Many of those volunteers, many of those contributions you never forget. Just a few days ago two young kids ages four and six handed me two envelopes full of change. All of their earnings from their lemonade stand. They wanted the campaign to have it. That’s what built this campaign. That’s what fuels this movement.

Thank you to each of you. Incredible patriots who have fought so hard to save our nation.

And I’m with you. I am so grateful to you, to my amazing wife, Heidi.

To our precious girls.

To my mom, the prayer warrior.

To my dad who has traveled this nation preaching the gospel.

To Carly Fiorina who has been an incredible, phenomenal running mate.

What you have done — the movement that you have started is extraordinary. I love each and every one of you.

From the beginning I’ve said that I would continue on as long as there was a viable path to victory. Tonight, I’m sorry to say it appears that path has been foreclosed. Together, we left it all on the field in Indiana. We gave it everything we’ve got but the voters chose another path. And so with a heavy heart but with boundless optimism for the long term future of our nation, we are suspending our campaign.
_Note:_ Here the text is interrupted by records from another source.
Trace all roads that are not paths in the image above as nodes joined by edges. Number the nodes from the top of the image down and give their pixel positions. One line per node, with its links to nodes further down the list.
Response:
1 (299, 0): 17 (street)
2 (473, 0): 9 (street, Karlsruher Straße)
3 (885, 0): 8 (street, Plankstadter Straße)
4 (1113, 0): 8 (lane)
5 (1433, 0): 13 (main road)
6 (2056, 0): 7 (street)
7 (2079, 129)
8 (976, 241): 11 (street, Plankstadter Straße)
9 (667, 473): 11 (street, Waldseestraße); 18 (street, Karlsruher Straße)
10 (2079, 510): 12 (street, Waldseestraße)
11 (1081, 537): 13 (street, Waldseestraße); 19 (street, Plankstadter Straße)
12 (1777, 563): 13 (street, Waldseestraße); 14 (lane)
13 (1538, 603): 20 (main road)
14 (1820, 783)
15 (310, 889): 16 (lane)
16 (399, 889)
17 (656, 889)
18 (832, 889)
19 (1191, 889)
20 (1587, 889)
But hear me now I am not suspending our fight for liberty.

I am not suspending our fight to defend the constitution, to defend the Judeo-Christian values that built America.

Our movement will continue and I give you my word that I will continue this fight with all of my strength and all of my ability.

You are extraordinary and we will continue to fight next week and next month and next year and together we will continue as long as god grants us the strength to fight on.

For one thing remains as true today as it was 40 years ago in Kansas City. In this fight for the long term future of America there is no substitute for victory. There is no substitute for the America that each and every one of us loves with all of our heart, that we believe in with all of our heart and that together we will restore as a shining city on the hill for every generation to come. Thank you to each of you and God bless you.